▽
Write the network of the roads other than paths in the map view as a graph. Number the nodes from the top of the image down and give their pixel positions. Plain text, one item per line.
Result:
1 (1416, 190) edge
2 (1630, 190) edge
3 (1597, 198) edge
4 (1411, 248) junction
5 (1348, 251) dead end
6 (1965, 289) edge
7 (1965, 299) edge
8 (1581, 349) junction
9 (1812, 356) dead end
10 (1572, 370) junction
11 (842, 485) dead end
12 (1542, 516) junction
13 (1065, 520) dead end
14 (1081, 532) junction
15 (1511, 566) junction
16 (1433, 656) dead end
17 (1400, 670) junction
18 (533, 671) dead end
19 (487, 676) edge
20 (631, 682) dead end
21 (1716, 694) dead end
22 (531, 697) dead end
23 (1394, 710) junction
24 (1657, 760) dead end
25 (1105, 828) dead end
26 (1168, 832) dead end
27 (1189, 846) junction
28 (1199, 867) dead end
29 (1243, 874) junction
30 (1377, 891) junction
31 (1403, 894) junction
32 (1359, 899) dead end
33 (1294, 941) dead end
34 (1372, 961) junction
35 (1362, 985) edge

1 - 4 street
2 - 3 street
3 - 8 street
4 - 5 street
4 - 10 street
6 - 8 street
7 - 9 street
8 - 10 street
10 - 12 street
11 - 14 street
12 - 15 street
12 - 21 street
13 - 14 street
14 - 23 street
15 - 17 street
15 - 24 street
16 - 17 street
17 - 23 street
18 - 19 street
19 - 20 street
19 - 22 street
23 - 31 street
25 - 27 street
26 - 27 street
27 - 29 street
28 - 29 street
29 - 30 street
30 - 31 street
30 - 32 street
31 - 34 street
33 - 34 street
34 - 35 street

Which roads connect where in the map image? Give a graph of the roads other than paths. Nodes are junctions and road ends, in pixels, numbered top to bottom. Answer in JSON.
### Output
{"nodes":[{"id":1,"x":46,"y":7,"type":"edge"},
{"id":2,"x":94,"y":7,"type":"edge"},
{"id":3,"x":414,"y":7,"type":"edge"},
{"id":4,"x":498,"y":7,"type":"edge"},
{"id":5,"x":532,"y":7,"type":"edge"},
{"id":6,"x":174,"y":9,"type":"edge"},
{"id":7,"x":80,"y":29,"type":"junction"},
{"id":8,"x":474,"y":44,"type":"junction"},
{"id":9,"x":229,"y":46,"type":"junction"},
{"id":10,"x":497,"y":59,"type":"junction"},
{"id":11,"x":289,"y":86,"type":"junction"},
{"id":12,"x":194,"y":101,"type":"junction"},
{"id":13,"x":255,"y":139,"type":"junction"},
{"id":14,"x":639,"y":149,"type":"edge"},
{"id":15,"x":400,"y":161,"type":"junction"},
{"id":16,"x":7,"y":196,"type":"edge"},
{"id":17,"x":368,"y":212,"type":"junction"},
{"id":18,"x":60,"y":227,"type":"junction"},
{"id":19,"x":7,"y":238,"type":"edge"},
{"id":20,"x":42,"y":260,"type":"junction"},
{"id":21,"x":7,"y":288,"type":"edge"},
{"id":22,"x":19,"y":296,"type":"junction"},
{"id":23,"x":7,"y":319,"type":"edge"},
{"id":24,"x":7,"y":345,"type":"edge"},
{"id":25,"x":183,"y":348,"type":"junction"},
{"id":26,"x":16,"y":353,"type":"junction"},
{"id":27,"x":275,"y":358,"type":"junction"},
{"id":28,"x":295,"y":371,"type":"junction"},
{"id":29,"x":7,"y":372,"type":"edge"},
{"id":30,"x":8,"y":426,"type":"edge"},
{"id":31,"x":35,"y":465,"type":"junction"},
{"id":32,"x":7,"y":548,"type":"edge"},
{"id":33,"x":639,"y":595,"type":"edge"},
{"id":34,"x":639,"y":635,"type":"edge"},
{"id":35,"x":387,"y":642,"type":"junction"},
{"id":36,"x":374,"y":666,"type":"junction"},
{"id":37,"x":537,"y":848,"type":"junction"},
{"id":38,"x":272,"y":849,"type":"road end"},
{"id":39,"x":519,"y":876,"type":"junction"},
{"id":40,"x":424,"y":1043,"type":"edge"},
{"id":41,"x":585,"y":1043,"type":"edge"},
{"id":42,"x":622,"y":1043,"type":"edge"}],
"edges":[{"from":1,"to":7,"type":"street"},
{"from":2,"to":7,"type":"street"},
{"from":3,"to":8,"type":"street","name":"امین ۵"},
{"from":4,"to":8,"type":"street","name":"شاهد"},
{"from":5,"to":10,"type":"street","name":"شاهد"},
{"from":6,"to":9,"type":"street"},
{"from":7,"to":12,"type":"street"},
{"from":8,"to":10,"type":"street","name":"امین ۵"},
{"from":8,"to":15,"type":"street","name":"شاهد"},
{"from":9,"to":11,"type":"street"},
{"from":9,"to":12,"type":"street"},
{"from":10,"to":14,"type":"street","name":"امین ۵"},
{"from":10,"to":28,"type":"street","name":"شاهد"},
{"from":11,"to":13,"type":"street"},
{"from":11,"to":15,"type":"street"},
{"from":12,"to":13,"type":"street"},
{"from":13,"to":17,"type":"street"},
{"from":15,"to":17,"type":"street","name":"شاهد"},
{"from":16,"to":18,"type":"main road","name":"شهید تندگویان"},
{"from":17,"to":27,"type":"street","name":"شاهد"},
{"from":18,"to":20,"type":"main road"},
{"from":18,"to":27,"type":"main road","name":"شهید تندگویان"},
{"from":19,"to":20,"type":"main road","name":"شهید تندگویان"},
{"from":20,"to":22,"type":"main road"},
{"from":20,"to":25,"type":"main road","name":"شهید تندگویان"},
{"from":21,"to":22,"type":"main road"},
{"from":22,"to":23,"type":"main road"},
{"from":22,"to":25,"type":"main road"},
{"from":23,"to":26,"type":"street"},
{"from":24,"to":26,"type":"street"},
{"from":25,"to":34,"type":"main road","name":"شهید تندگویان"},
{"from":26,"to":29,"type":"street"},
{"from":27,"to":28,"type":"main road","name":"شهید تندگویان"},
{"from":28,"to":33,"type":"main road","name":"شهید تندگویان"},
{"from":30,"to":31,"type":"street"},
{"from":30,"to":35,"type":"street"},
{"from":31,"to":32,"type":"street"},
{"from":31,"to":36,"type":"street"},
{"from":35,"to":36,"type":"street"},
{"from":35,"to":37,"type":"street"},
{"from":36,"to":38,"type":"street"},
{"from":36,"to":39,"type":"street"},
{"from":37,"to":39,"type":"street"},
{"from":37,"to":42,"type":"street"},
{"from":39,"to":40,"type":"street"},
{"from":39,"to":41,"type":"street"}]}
△
[About this exercise]
Return the lines containing "شهید", taking each one from the listing.

[Reply]
{"from":16,"to":18,"type":"main road","name":"شهید تندگویان"},
{"from":18,"to":27,"type":"main road","name":"شهید تندگویان"},
{"from":19,"to":20,"type":"main road","name":"شهید تندگویان"},
{"from":20,"to":25,"type":"main road","name":"شهید تندگویان"},
{"from":25,"to":34,"type":"main road","name":"شهید تندگویان"},
{"from":27,"to":28,"type":"main road","name":"شهید تندگویان"},
{"from":28,"to":33,"type":"main road","name":"شهید تندگویان"},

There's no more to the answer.